**Required work**
Here is the task for the records below: repeat exactly the lines from the one with "index mcp: (1246, 750)" to the one with "ring dip: (1225, 677)", both included, and nothing else.

Dataset content START

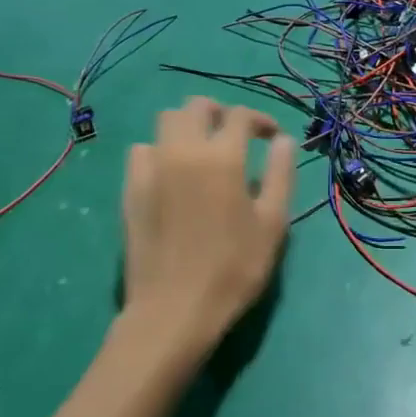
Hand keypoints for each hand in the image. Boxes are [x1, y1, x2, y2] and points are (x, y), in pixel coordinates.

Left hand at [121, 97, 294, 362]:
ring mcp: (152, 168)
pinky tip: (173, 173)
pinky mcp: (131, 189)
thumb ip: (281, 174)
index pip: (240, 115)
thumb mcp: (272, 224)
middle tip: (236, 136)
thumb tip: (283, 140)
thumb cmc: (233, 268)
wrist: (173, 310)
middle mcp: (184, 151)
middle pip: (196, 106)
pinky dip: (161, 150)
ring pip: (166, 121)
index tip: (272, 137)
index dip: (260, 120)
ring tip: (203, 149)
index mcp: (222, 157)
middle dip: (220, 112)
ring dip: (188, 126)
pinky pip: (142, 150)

Dataset content END
Dataset content START

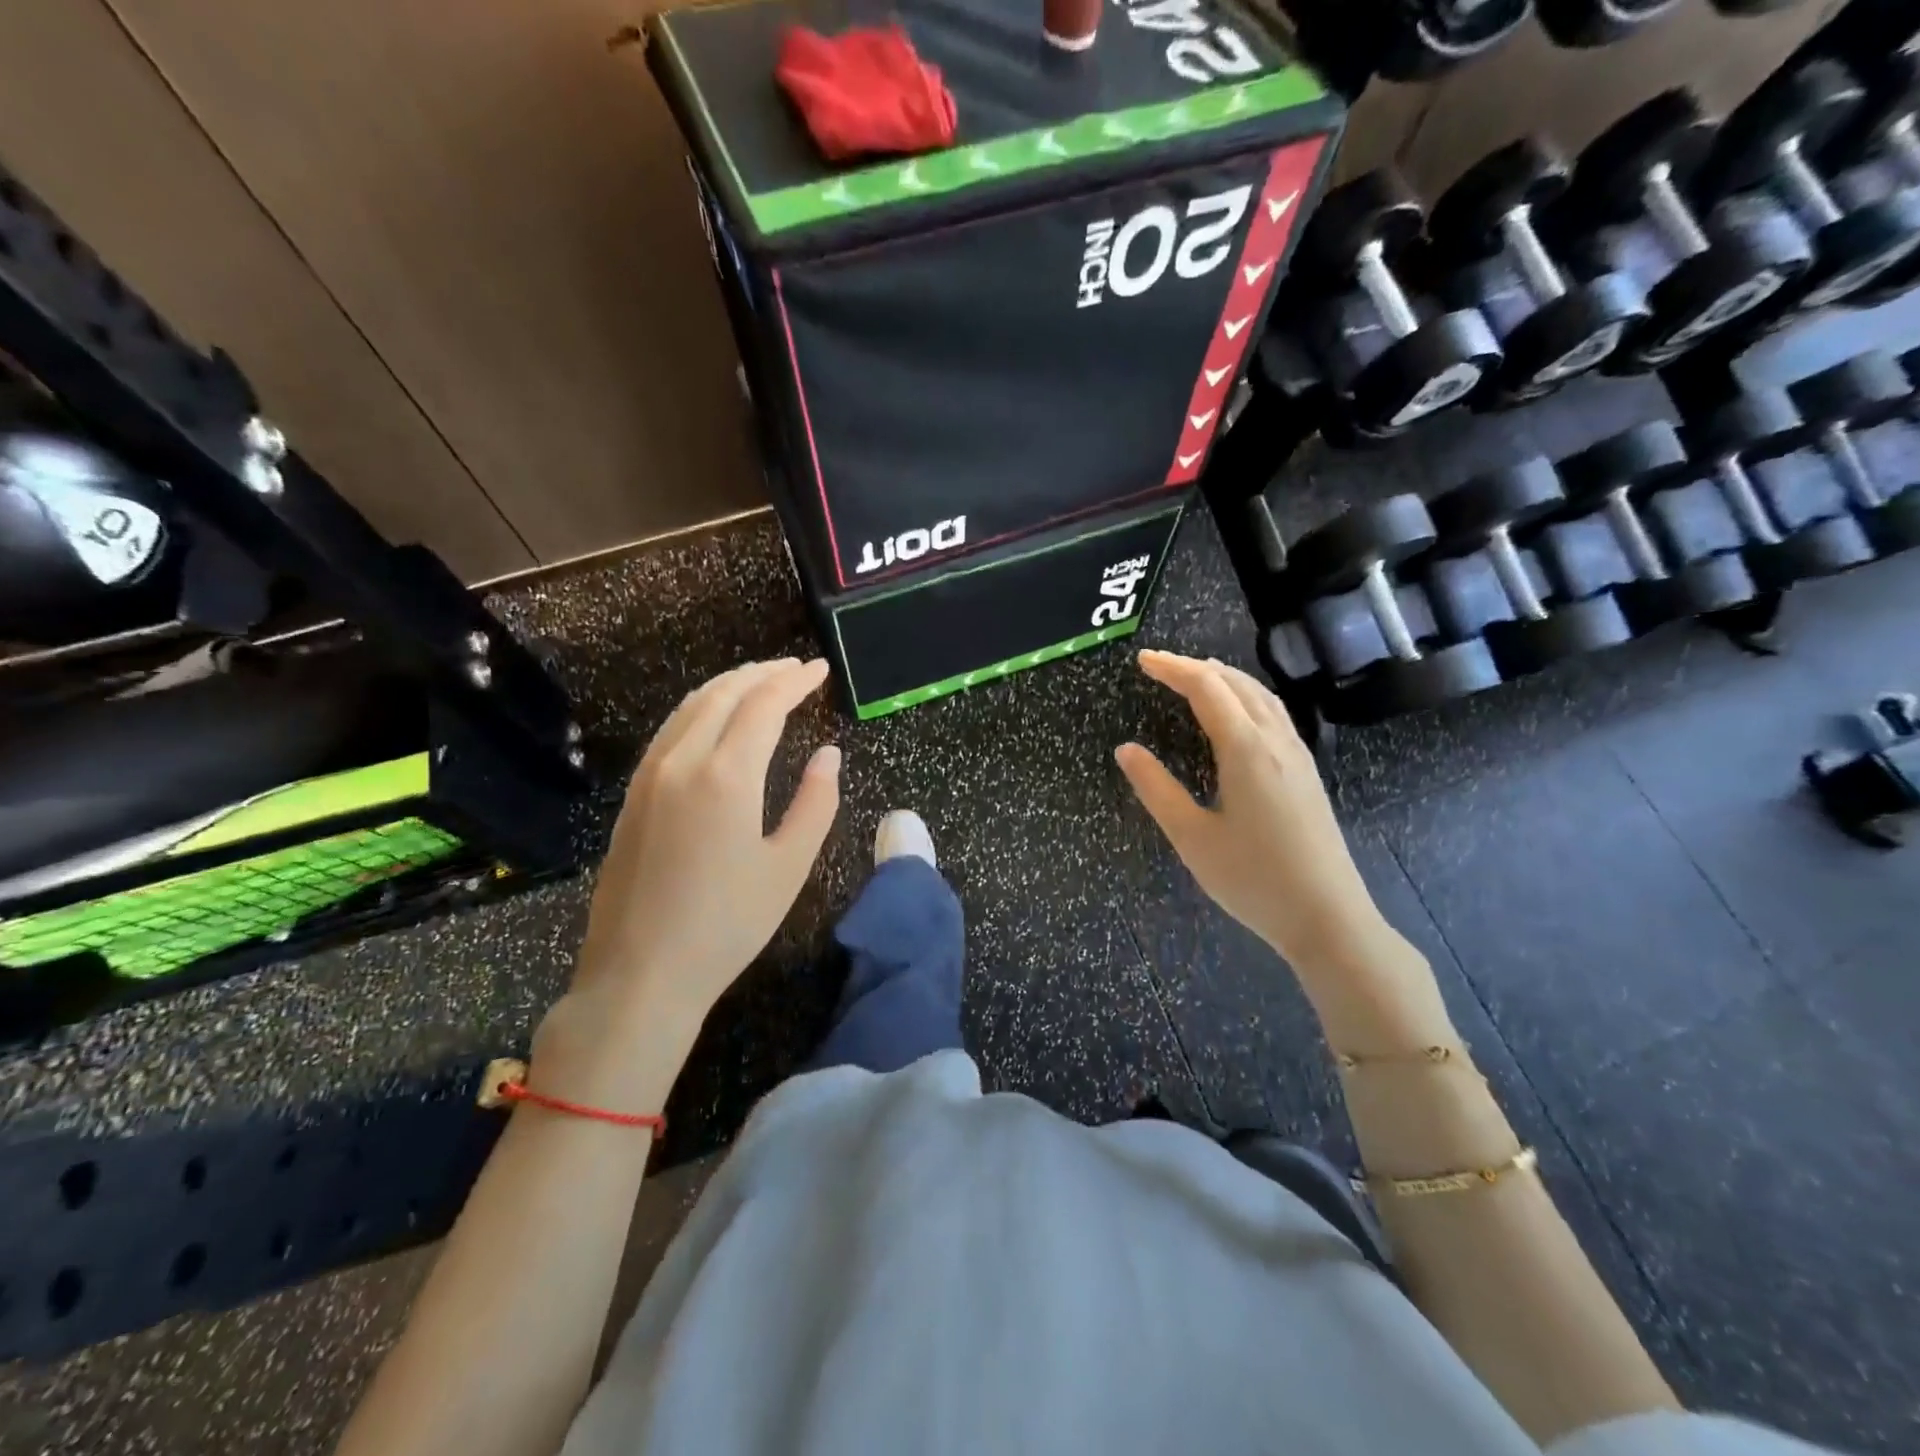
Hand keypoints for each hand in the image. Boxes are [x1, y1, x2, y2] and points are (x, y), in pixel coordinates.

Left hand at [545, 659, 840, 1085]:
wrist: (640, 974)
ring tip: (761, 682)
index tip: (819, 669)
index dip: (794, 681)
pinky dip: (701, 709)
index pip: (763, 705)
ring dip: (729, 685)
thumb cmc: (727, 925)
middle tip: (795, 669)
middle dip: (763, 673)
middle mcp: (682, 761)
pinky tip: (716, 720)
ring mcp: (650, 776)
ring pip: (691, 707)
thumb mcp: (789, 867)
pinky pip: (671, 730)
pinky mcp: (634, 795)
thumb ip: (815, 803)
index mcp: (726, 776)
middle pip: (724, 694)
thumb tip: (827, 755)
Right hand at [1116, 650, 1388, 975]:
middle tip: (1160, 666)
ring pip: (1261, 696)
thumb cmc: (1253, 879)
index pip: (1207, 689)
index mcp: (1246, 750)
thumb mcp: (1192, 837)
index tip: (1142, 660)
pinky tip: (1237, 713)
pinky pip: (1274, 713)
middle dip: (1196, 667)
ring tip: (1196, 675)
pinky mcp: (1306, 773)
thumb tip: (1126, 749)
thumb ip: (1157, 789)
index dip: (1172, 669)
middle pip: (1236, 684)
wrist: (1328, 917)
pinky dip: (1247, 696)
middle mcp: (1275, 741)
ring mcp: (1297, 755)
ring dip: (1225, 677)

Dataset content END
Dataset content START

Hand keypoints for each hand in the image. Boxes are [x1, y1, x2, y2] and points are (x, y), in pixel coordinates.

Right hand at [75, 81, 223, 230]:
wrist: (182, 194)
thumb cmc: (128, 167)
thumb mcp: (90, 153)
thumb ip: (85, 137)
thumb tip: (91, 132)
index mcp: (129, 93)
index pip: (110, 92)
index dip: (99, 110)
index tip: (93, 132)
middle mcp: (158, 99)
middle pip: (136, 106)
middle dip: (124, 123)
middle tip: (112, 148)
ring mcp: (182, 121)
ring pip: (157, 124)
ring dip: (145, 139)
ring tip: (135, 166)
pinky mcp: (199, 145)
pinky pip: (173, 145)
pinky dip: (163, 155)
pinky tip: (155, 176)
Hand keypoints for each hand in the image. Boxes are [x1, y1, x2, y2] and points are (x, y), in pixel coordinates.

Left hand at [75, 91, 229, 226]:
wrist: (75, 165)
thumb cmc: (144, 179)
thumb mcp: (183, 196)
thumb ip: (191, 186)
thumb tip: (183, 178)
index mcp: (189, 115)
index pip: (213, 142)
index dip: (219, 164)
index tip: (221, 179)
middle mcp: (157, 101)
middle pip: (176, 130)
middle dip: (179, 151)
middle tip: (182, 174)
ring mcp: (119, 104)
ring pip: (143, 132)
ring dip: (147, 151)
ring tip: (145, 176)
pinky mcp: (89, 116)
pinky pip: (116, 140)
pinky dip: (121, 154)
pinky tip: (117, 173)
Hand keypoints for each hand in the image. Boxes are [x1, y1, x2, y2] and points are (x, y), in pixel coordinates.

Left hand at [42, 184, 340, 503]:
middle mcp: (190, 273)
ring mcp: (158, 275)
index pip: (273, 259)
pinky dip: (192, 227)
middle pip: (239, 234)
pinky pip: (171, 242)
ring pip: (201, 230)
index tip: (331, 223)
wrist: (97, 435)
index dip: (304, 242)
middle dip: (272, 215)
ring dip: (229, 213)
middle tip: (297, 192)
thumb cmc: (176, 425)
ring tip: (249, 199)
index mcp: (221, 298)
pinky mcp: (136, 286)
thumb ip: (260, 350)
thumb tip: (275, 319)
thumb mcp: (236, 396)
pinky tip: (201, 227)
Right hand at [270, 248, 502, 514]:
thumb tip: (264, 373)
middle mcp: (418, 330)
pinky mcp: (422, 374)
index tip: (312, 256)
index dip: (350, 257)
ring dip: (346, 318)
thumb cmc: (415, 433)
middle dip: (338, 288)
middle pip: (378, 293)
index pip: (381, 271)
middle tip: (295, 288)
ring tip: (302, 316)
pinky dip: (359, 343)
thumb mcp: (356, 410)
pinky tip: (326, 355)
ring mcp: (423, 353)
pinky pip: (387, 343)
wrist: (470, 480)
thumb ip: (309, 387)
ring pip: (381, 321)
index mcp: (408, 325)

Dataset content END

**Answer space**
index mcp: (1246, 750)
thumb mcp: (1192, 837)
index tip: (1142, 660)
pinky tip: (1237, 713)
pinky pip: (1274, 713)
middle dip: (1196, 667)
ring tip: (1196, 675)
pinky mcp: (1306, 773)
thumb tip: (1126, 749)
thumb ip: (1157, 789)
index dip: (1172, 669)
middle pip: (1236, 684)
wrist: (1328, 917)
pinky dip: (1247, 696)
middle mcp: (1275, 741)
ring mcp: (1297, 755)
ring dip: (1225, 677)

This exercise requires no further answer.